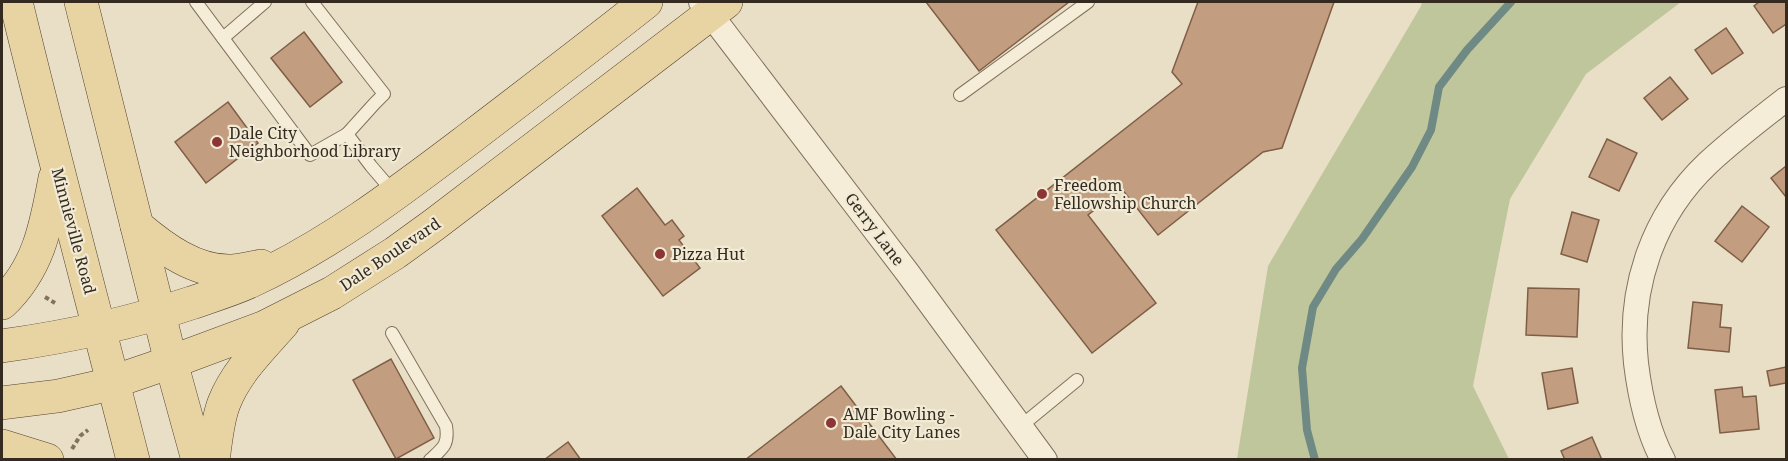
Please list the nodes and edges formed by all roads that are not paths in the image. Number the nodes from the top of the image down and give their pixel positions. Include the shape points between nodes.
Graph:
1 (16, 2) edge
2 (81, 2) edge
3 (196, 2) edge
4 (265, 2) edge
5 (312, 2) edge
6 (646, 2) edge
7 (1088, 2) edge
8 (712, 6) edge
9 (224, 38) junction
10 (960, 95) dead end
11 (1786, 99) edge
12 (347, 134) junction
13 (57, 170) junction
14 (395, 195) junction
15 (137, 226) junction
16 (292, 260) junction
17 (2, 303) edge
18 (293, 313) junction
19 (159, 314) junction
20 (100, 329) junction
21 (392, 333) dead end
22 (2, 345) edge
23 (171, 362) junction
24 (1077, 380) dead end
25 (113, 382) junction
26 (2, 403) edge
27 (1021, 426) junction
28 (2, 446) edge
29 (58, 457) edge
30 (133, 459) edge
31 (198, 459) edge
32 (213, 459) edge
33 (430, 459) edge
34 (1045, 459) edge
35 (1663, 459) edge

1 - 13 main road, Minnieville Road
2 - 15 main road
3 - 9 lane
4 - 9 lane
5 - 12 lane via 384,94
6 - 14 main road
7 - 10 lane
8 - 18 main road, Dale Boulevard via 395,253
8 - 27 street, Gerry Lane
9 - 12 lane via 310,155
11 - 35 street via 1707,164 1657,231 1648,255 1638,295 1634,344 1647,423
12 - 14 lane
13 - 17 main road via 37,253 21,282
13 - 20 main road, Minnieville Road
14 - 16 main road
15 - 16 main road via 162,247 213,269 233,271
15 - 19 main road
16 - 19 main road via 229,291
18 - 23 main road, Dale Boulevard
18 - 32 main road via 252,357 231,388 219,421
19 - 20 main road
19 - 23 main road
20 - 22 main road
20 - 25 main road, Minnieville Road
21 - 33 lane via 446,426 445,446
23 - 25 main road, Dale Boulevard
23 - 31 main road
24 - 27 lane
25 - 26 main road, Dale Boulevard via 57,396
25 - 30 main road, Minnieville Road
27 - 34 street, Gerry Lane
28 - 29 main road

Directions for this task
Transcribe the entries above verbatim, excluding any image.

Solution to this task
Please list the nodes and edges formed by all roads that are not paths in the image. Number the nodes from the top of the image down and give their pixel positions. Include the shape points between nodes.
Graph:
1 (16, 2) edge
2 (81, 2) edge
3 (196, 2) edge
4 (265, 2) edge
5 (312, 2) edge
6 (646, 2) edge
7 (1088, 2) edge
8 (712, 6) edge
9 (224, 38) junction
10 (960, 95) dead end
11 (1786, 99) edge
12 (347, 134) junction
13 (57, 170) junction
14 (395, 195) junction
15 (137, 226) junction
16 (292, 260) junction
17 (2, 303) edge
18 (293, 313) junction
19 (159, 314) junction
20 (100, 329) junction
21 (392, 333) dead end
22 (2, 345) edge
23 (171, 362) junction
24 (1077, 380) dead end
25 (113, 382) junction
26 (2, 403) edge
27 (1021, 426) junction
28 (2, 446) edge
29 (58, 457) edge
30 (133, 459) edge
31 (198, 459) edge
32 (213, 459) edge
33 (430, 459) edge
34 (1045, 459) edge
35 (1663, 459) edge

1 - 13 main road, Minnieville Road
2 - 15 main road
3 - 9 lane
4 - 9 lane
5 - 12 lane via 384,94
6 - 14 main road
7 - 10 lane
8 - 18 main road, Dale Boulevard via 395,253
8 - 27 street, Gerry Lane
9 - 12 lane via 310,155
11 - 35 street via 1707,164 1657,231 1648,255 1638,295 1634,344 1647,423
12 - 14 lane
13 - 17 main road via 37,253 21,282
13 - 20 main road, Minnieville Road
14 - 16 main road
15 - 16 main road via 162,247 213,269 233,271
15 - 19 main road
16 - 19 main road via 229,291
18 - 23 main road, Dale Boulevard
18 - 32 main road via 252,357 231,388 219,421
19 - 20 main road
19 - 23 main road
20 - 22 main road
20 - 25 main road, Minnieville Road
21 - 33 lane via 446,426 445,446
23 - 25 main road, Dale Boulevard
23 - 31 main road
24 - 27 lane
25 - 26 main road, Dale Boulevard via 57,396
25 - 30 main road, Minnieville Road
27 - 34 street, Gerry Lane
28 - 29 main road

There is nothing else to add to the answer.